Selon lui, le président Félix Tshisekedi s’appui désormais sur les confessions religieuses de son obédience, aux fins de contrôler tout le processus électoral après avoir nommé illégalement les juges de la Cour Constitutionnelle.

Pour preuve, Lisanga illustre par la déclaration surprenante du chef spirituel de l’église kimbaguiste faite à kamba, affirmant sans ambiguïté, que les personnes non autrement identifiées, mais du pouvoir en place, lui ont demandé de citer de désigner un candidat kimbaguiste, à la tête de la CENI, en citant quatre fois, Denis kadima, jettent ainsi un pavé de plus à la marre.

Dans une conférence animée ce jeudi à Faden House , le président national de la Convention Chrétienne pour la Democratie ( CDC) a fait remarquer qu’à l’heure actuel, il n’existe aucun procès verbal régulièrement adopté et signé par tous les membres de la plateforme confessions religieuses, conformément à l’article 18 de leur charte.

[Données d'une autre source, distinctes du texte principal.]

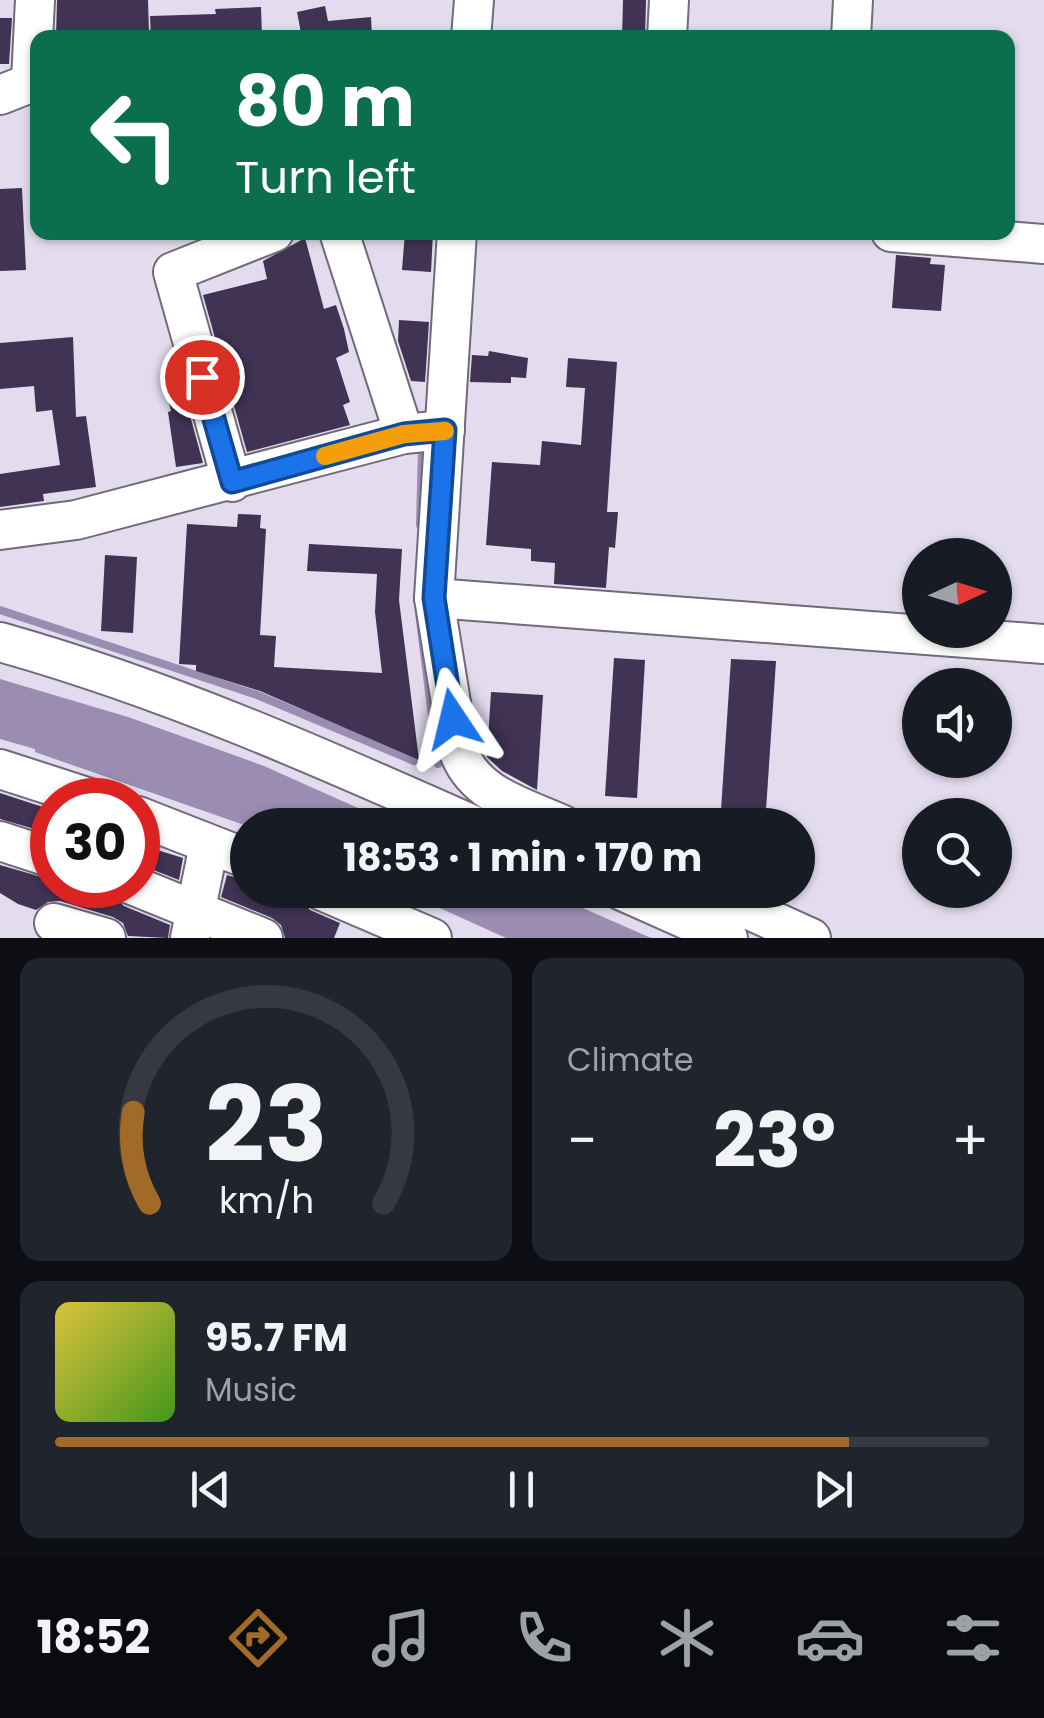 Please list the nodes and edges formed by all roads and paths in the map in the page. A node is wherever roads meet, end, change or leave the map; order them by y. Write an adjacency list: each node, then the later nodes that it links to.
1 (35, 0): 5 (street)
2 (474, 0): 6 (street)
3 (670, 0): 7 (street)
4 (854, 0): 8 (street)
5 (31, 30)
6 (472, 30)
7 (668, 30)
8 (851, 30)
9 (30, 35): 10 (street)
10 (23, 85)
11 (254, 240): 18 (street)
12 (342, 240): 17 (street)
13 (457, 240): 16 (street)
14 (993, 240): 15 (street)
15 (1044, 244)
16 (445, 430): 17 (street); 20 (street)
17 (404, 434): 18 (street)
18 (232, 482): 19 (street)
19 (0, 530)
20 (435, 608): 22 (street); 23 (street); 27 (street)
21 (0, 642): 26 (street)
22 (1044, 644)
23 (1044, 664)
24 (0, 769): 25 (street)
25 (30, 779)
26 (435, 808)
27 (526, 808)
28 (160, 825): 30 (street)
29 (0, 841): 31 (street)
30 (210, 845): 32 (street); 38 (street)
31 (30, 851)
32 (230, 852)
33 (160, 903): 38 (street)
34 (362, 908): 41 (street)
35 (660, 908): 42 (street)
36 (745, 908): 43 (street)
37 (54, 923): 39 (street)
38 (192, 923): 40 (street)
39 (106, 938)
40 (263, 938)
41 (432, 938)
42 (728, 938)
43 (811, 938)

Pour lui, tout autre procès verbal prétendument validé par la commission paritaire tant décriée, ne peut faire objet de l’examen en pleniere de l’Assemblée nationale
 » Dans le cas contraire, le président Mbosso plongera alors le pays dans le chaos et portera seul, toute sa responsabilité devant Dieu, le peuple congolais et l’histoire  » a martelé l’ancien ministre d’Etat en charge des relations avec le parlement.

Tout en réitérant son vibrant appel pour la participation massive à la marche du 15 septembre pour dire non à Lamuka, l’initiateur de la Dynamique pour la sortie de crise (Dysoc) préconise la tenue dans le meilleur délais, d’un dialogue entre partie prenantes à la crise, pour l’adoption des réformes consensuelles.